The FDA is now claiming that high levels of this chemical can cause cancer in animals (well, rodents specifically) and therefore, according to their policy, this translates into causing cancer in humans as well. The draft guidance specifically states, Acrylamide in food is a concern because it can cause cancer in laboratory animals at high doses, and is reasonably anticipated to be a human carcinogen.

But actually, acrylamide is a neurotoxin not a carcinogen in high exposure levels among occupationally-exposed workers. Occupationally-exposed workers is synonymous with extremely high dose exposures. It is not harmful in low doses.

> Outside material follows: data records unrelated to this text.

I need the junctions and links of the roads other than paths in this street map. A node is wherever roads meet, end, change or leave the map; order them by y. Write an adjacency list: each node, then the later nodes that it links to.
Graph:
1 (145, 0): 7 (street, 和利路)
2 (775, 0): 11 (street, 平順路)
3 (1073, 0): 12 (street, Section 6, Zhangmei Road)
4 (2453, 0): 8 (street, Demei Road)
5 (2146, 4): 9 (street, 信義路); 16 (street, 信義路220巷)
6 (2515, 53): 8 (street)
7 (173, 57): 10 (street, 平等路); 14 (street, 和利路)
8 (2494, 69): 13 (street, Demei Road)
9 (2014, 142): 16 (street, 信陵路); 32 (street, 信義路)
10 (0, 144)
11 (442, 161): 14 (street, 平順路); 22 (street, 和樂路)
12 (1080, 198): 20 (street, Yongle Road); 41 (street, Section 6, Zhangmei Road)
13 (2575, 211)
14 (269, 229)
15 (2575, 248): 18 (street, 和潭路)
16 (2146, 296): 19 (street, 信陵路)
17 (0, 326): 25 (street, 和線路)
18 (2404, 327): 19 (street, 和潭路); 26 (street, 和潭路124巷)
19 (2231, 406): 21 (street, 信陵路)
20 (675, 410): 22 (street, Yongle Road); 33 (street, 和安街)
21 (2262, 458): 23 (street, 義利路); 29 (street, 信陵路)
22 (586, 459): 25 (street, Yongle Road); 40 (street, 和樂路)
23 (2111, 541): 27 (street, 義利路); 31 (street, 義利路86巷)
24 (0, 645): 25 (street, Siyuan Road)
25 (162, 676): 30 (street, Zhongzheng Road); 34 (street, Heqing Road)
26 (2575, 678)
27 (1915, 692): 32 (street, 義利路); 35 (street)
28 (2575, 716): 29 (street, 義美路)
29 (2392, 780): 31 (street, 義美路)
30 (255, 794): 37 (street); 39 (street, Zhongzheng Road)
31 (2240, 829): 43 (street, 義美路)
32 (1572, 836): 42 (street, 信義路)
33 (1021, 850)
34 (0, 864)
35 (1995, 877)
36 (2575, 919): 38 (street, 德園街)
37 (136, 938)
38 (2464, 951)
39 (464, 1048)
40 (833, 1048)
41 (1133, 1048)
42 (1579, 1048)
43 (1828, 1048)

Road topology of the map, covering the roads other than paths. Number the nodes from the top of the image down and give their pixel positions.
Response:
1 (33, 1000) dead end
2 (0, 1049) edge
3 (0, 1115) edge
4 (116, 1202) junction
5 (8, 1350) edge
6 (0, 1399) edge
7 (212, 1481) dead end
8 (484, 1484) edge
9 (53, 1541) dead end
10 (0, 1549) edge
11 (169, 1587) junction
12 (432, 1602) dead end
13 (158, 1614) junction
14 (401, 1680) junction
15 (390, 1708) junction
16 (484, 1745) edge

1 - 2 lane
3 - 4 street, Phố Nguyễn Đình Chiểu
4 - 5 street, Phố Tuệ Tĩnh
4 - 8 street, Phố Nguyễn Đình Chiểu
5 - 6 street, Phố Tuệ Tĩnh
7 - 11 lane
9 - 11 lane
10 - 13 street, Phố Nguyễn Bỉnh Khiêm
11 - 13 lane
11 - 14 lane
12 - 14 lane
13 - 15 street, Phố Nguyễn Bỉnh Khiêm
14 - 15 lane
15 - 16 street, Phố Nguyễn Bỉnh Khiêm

Luckily, not everyone is getting behind these ridiculous carcinogen claims. A joint committee of the World Health Organization and the Food and Agriculture Organization of the United Nations concluded that epidemiological studies do not provide any consistent evidence that occupational exposure or dietary exposure to acrylamide is associated with cancer in humans.

ACSH's Dr. Elizabeth Whelan had this to say: "As we ve said before, mice are not little men. Rodent studies cannot be used to make conclusions about human carcinogens. If you're trying to avoid any food with a rodent carcinogen in it---Good Luck! The FDA should start addressing some real problems instead of focusing on this nonsense and unnecessarily scaring the US population.